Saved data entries
■ ■ ■ ■ ■

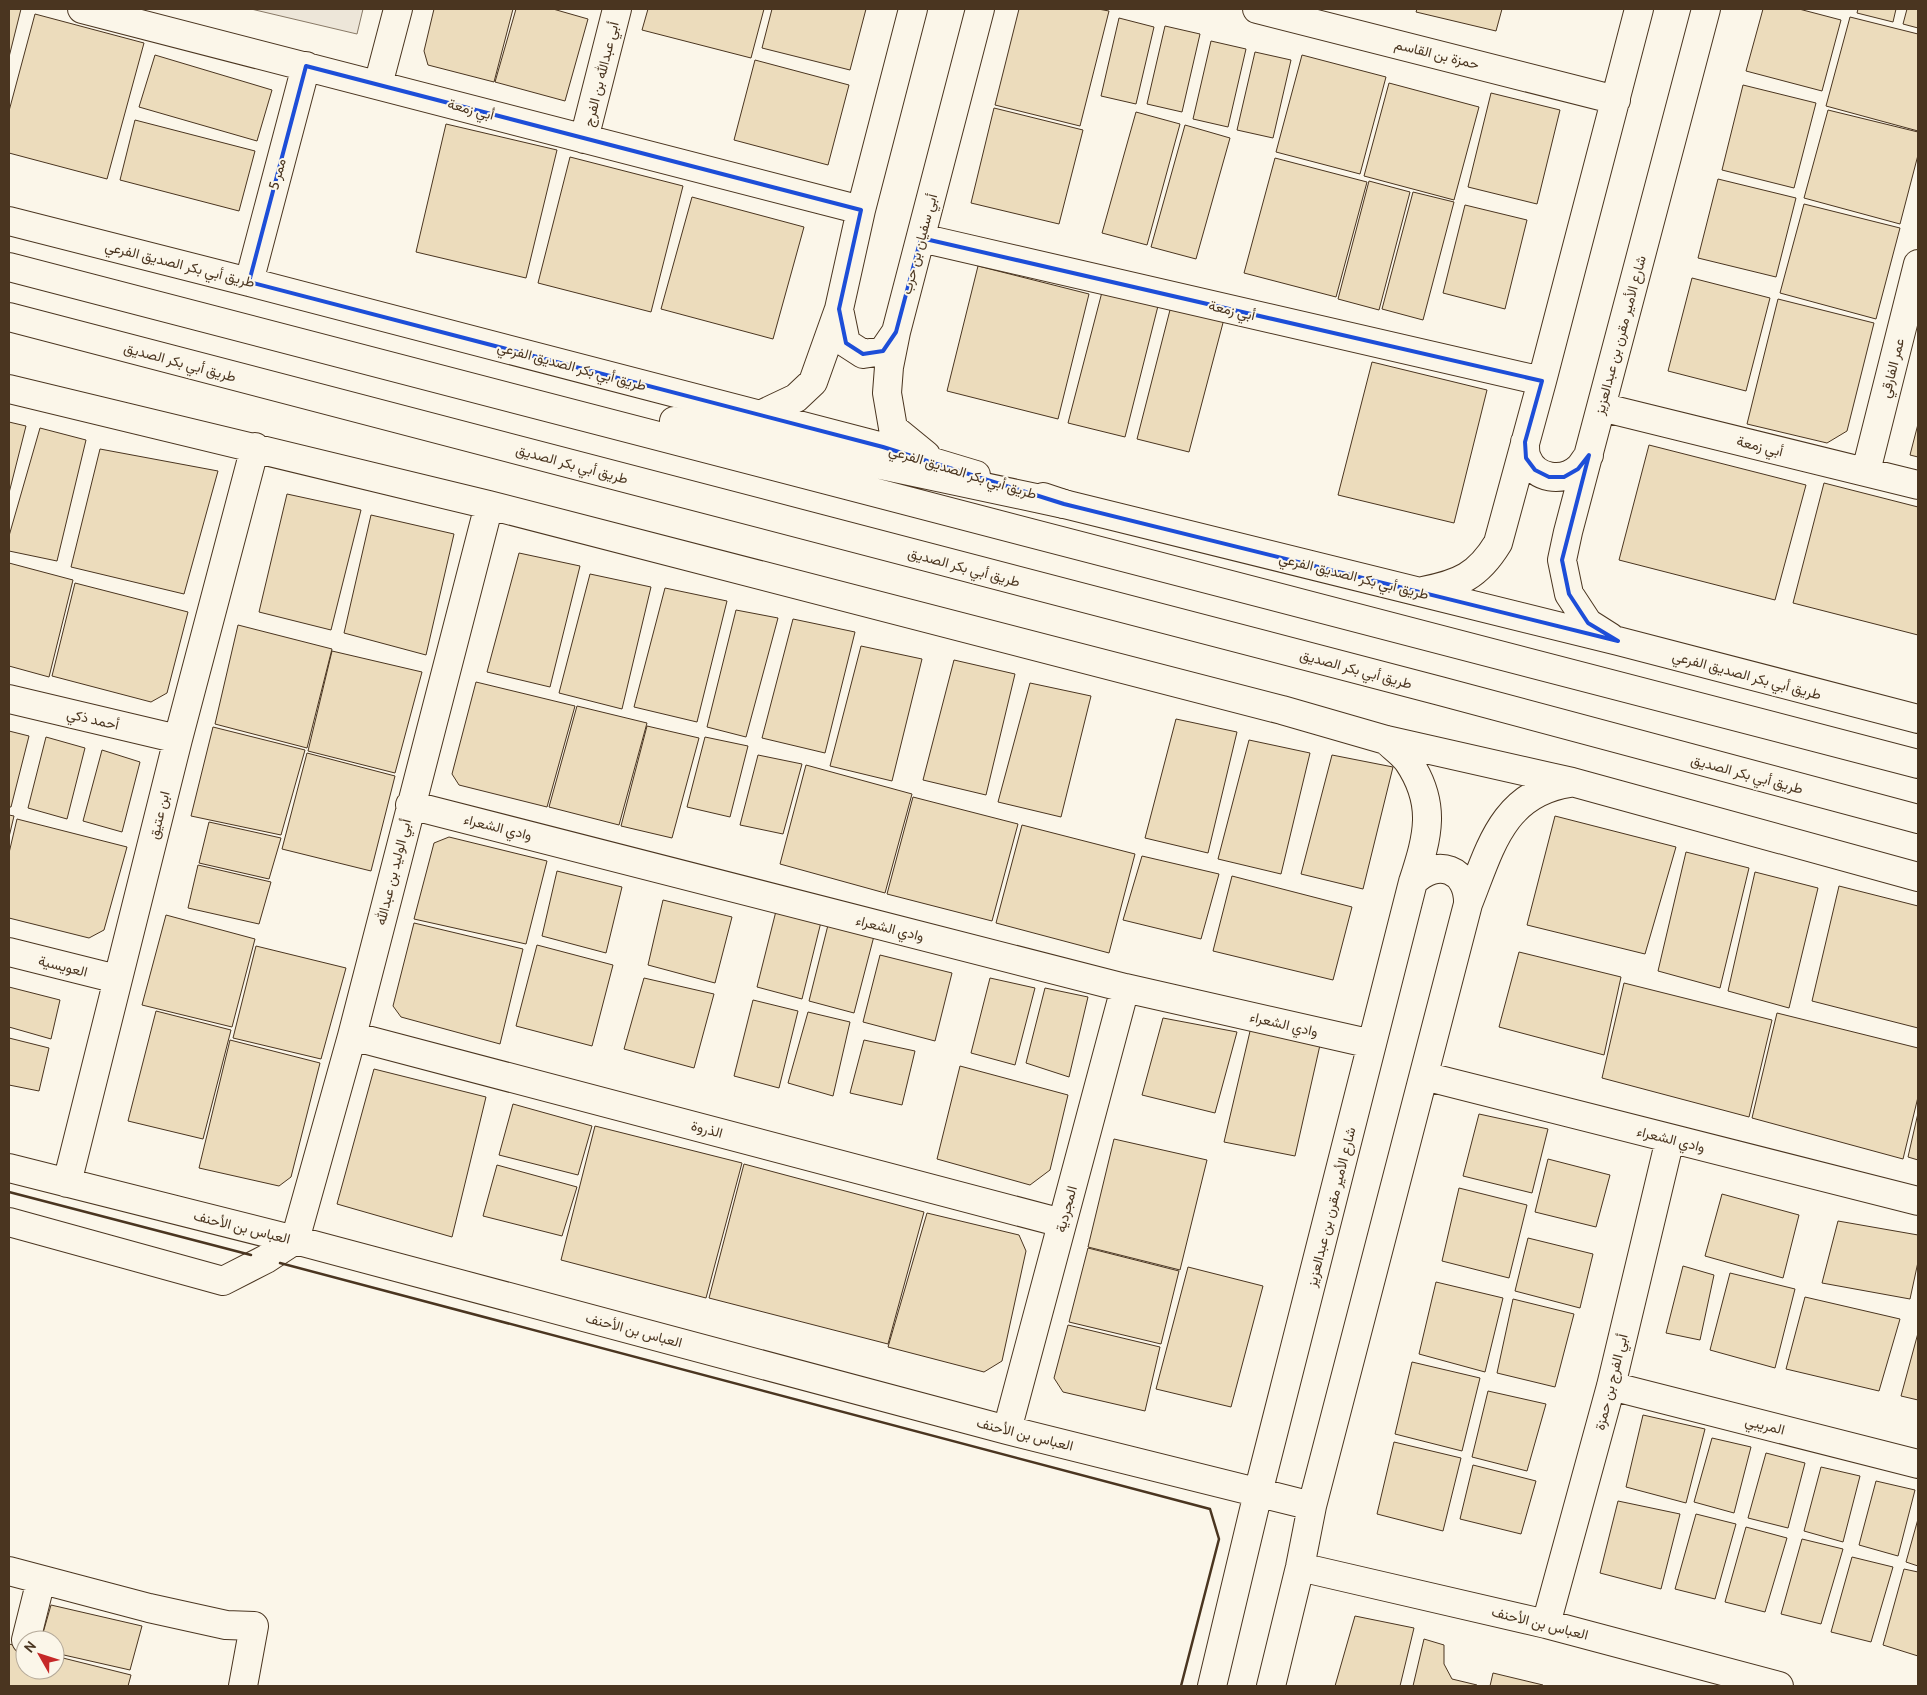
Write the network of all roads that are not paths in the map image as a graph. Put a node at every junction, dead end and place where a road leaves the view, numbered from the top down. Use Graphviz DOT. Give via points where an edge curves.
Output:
graph roads {
  1 [pos="82,9"];
  2 [pos="398,9"];
  3 [pos="617,9"];
  4 [pos="913,9"];
  5 [pos="980,9"];
  6 [pos="1258,9"];
  7 [pos="1639,9"];
  8 [pos="1706,9"];
  9 [pos="114,13"];
  10 [pos="1312,15"];
  11 [pos="306,66"];
  12 [pos="378,86"];
  13 [pos="1616,100"];
  14 [pos="584,139"];
  15 [pos="861,210"];
  16 [pos="9,221"];
  17 [pos="921,238"];
  18 [pos="1918,264"];
  19 [pos="9,267"];
  20 [pos="249,282"];
  21 [pos="839,309"];
  22 [pos="9,317"];
  23 [pos="896,332"];
  24 [pos="296,341"];
  25 [pos="1542,381"];
  26 [pos="9,389"];
  27 [pos="1602,407"];
  28 [pos="760,415"];
  29 [pos="1525,442"];
  30 [pos="254,447"];
  31 [pos="1589,455"];
  32 [pos="935,462"];
  33 [pos="1866,471"];
  34 [pos="1918,485"];
  35 [pos="1064,504"];
  36 [pos="490,505"];
  37 [pos="1419,592"];
  38 [pos="1618,642"];
  39 [pos="9,699"];
  40 [pos="1918,719"];
  41 [pos="178,739"];
  42 [pos="1386,740"];
  43 [pos="1918,764"];
  44 [pos="1572,782"];
  45 [pos="410,805"];
  46 [pos="1918,819"];
  47 [pos="1918,877"];
  48 [pos="1413,882"];
  49 [pos="1468,904"];
  50 [pos="9,952"];
  51 [pos="117,980"];
  52 [pos="1125,988"];
  53 [pos="352,1036"];
  54 [pos="1372,1044"];
  55 [pos="1424,1076"];
  56 [pos="1670,1138"];
  57 [pos="9,1168"];
  58 [pos="67,1183"];
  59 [pos="1918,1201"];
  60 [pos="9,1222"];
  61 [pos="1062,1223"];
  62 [pos="295,1240"];
  63 [pos="1611,1386"];
  64 [pos="1007,1430"];
  65 [pos="1918,1464"];
  66 [pos="1258,1493"];
  67 [pos="1312,1506"];
  68 [pos="1300,1567"];
  69 [pos="9,1571"];
  70 [pos="42,1580"];
  71 [pos="1546,1624"];
  72 [pos="28,1630"];
  73 [pos="243,1686"];
  74 [pos="1212,1686"];
  75 [pos="1271,1686"];
  76 [pos="1779,1686"];
  1 -- 9 [label="street, أبي زمعة"];
  2 -- 12 [label="street"];
  3 -- 14 [label="street, أبي عبدالله بن الفرج"];
  4 -- 15 [label="street"];
  5 -- 17 [label="street, أبي سفيان بن حرب"];
  6 -- 10 [label="street, حمزة بن القاسم"];
  7 -- 13 [label="street"];
  8 -- 27 [label="street, شارع الأمير مقرن بن عبدالعزيز"];
  9 -- 11 [label="street, أبي زمعة"];
  10 -- 13 [label="street, حمزة بن القاسم"];
  11 -- 12 [label="street, أبي زمعة"];
  11 -- 20 [label="street, ممر 5"];
  12 -- 14 [label="street, أبي زمعة"];
  13 -- 25 [label="street"];
  14 -- 15 [label="street, أبي زمعة"];
  15 -- 21 [label="street"];
  16 -- 20 [label="street, طريق أبي بكر الصديق الفرعي"];
  17 -- 23 [label="street, أبي سفيان بن حرب"];
  17 -- 25 [label="street, أبي زمعة"];
  18 -- 33 [label="street, عمر الفارقي"];
  19 -- 24 [label="street"];
  20 -- 28 [label="street, طريق أبي بكر الصديق الفرعي"];
  21 -- 23 [label="street" via="846,343 863,354 883,351"];
  21 -- 28 [label="street" via="812,382 796,398"];
  22 -- 46 [label="street, طريق أبي بكر الصديق"];
  23 -- 32 [label="street, أبي سفيان بن حرب" via="887,393 893,428"];
  24 -- 35 [label="street"];
  24 -- 43 [label="street"];
  25 -- 29 [label="street"];
  26 -- 30 [label="street"];
  27 -- 31 [label="street, شارع الأمير مقرن بن عبدالعزيز"];
  27 -- 33 [label="street, أبي زمعة"];
  28 -- 32 [label="street, طريق أبي بكر الصديق الفرعي"];
  29 -- 31 [label="street" via="1526,458 1535,470 1549,477 1564,477 1578,469"];
  29 -- 37 [label="street" via="1498,543 1488,560 1457,583"];
  30 -- 36 [label="street"];
  30 -- 41 [label="street, ابن عتيق"];
  31 -- 38 [label="street, شارع الأمير مقرن بن عبدالعزيز" via="1562,560 1569,594 1588,623"];
  32 -- 35 [label="street, طريق أبي بكر الصديق الفرعي"];
  33 -- 34 [label="street, أبي زمعة"];
  35 -- 37 [label="street, طريق أبي بكر الصديق الفرعي"];
  36 -- 42 [label="street" via="1282,710"];
  36 -- 45 [label="street, أبي الوليد بن عبدالله"];
  37 -- 38 [label="street, طريق أبي بكر الصديق الفرعي"];
  38 -- 40 [label="street, طريق أبي بكر الصديق الفرعي"];
  39 -- 41 [label="street, أحمد ذكي"];
  41 -- 51 [label="street, ابن عتيق"];
  42 -- 44 [label="street"];
  42 -- 48 [label="street, شارع الأمير مقرن بن عبدالعزيز" via="1407,760 1421,785 1427,809 1427,834"];
  44 -- 47 [label="street"];
  44 -- 49 [label="street" via="1538,792 1510,813 1500,827"];
  45 -- 52 [label="street, وادي الشعراء"];
  45 -- 53 [label="street, أبي الوليد بن عبدالله"];
  48 -- 49 [label="street" via="1429,870 1450,870 1465,884"];
  48 -- 54 [label="street, شارع الأمير مقرن بن عبدالعزيز"];
  49 -- 55 [label="street"];
  50 -- 51 [label="street, العويسية"];
  51 -- 58 [label="street, ابن عتيق"];
  52 -- 54 [label="street, وادي الشعراء"];
  52 -- 61 [label="street, المجردية"];
  53 -- 61 [label="street, الذروة"];
  53 -- 62 [label="street, أبي الوليد بن عبدالله"];
  54 -- 66 [label="street, شارع الأمير مقرن بن عبدالعزيز"];
  55 -- 56 [label="street, وادي الشعراء"];
  55 -- 67 [label="street"];
  56 -- 59 [label="street, وادي الشعراء"];
  56 -- 63 [label="street, أبي الفرج بن حمزة"];
  57 -- 58 [label="street, العباس بن الأحنف"];
  58 -- 62 [label="street, العباس بن الأحنف"];
  60 -- 62 [label="street" via="223,1281"];
  61 -- 64 [label="street, المجردية"];
  62 -- 64 [label="street, العباس بن الأحنف"];
  63 -- 65 [label="street, المريبي"];
  63 -- 71 [label="street, أبي الفرج بن حمزة"];
  64 -- 66 [label="street, العباس بن الأحنف"];
  66 -- 67 [label="street, العباس بن الأحنف"];
  66 -- 74 [label="street, شارع الأمير مقرن بن عبدالعزيز"];
  67 -- 68 [label="street"];
  68 -- 71 [label="street, العباس بن الأحنف"];
  68 -- 75 [label="street"];
  69 -- 70 [label="street"];
  70 -- 72 [label="street"];
  70 -- 73 [label="street" via="226,1625 254,1626"];
  71 -- 76 [label="street, العباس بن الأحنف"];
}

■ ■ ■ ■ ■

YOUR INSTRUCTIONS
Return every line in the records that includes the string "عبدالله".

TASK OUTPUT
  3 -- 14 [label="street, أبي عبدالله بن الفرج"];
  36 -- 45 [label="street, أبي الوليد بن عبدالله"];
  45 -- 53 [label="street, أبي الوليد بن عبدالله"];
  53 -- 62 [label="street, أبي الوليد بن عبدالله"];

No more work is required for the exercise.